M. Squeers allait défiler le chapelet de tous ses talents et de ses mérites variés, car c’était concerté entre lui et Ralph Nickleby, et d’ailleurs il puisait dans la bouteille un flot d’éloquence intarissable, lorsque Mme Sliderskew l’interrompit pour lui crier à tue-tête, en se croisant les bras et en remuant la tête comme une pagode :

« Ha ! ha ! ha ! Il ne s’est donc pas seulement marié, ah ! il n’est pas marié ?

— Non, répliqua Squeers, je peux vous en répondre.

— Et il est survenu un jeune godelureau qui lui a enlevé sa femme à son nez et à sa barbe !

— Comme vous dites, et ce n’est pas là tout. On m’a assuré qu’il l’a rossé comme il faut, qu’il a cassé les vitres, et lui a fait avaler ses rubans de marié, jusqu’à l’étrangler.

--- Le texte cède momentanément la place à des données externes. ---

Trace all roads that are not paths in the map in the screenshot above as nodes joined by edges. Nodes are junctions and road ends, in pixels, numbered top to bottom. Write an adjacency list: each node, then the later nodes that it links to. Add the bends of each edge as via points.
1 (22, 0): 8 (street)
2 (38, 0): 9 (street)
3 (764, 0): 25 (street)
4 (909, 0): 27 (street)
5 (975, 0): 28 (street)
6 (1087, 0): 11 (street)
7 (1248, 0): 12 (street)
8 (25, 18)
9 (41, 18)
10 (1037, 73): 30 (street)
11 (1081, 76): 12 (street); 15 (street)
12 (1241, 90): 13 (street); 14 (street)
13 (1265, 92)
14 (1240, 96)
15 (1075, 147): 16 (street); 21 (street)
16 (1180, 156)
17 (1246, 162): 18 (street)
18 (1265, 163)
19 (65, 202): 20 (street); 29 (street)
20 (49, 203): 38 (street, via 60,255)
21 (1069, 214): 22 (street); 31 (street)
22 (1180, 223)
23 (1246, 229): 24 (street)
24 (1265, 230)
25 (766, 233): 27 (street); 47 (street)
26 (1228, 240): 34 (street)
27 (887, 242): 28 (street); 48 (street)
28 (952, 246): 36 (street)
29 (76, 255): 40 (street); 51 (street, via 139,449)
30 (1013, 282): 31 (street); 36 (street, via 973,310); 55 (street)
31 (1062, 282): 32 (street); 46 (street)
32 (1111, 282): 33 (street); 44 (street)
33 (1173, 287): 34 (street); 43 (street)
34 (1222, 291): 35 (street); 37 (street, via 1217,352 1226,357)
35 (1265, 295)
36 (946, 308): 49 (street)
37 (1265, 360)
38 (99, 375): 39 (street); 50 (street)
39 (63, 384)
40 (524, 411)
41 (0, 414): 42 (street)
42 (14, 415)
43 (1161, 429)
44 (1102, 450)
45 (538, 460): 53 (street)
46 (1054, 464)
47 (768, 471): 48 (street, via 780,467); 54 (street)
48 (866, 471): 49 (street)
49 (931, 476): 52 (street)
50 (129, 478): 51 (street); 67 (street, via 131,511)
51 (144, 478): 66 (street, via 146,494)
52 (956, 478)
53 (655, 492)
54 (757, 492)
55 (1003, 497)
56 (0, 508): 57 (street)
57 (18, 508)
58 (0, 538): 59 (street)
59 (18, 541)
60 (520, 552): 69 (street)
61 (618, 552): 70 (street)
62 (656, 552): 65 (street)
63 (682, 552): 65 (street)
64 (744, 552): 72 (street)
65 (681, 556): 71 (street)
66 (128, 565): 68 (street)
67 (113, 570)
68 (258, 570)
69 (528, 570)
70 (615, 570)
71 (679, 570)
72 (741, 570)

— Contez-moi donc encore tout ça, cria Marguerite dont la malice prenait un singulier plaisir à se faire répéter toujours la déconvenue de son ancien bourgeois, et dont les yeux pétillaient d’une joie qui ne faisait qu’ajouter à sa laideur hideuse, je veux encore en entendre les détails, en commençant par le commencement, comme si vous ne m’aviez jamais rien dit. N’oubliez pas un mot, et ceci et cela, tout, en recommençant au moment même où il est allé le matin à la maison de sa belle. »

M. Squeers, tout en gratifiant fréquemment Mme Sliderskew de la liqueur enchanteresse dont il prenait lui-même abondamment sa part pour soutenir les efforts de sa voix, eut la complaisance de lui décrire, par le menu, la déconfiture d’Arthur Gride, avec tous les enjolivements que lui suggéra en passant son imagination inventive, dont la fertilité avait séduit tout d’abord la vieille, dès leur première entrevue. Mme Sliderskew, en l’écoutant, était dans l’extase du bonheur, elle roulait sa tête dans tous les sens, elle levait ses épaules décharnées, elle ridait sa face cadavéreuse, avec des variations d’abominable laideur si multiples et si compliquées que M. Squeers lui-même ne pouvait pas revenir de son étonnement, égal à son dégoût.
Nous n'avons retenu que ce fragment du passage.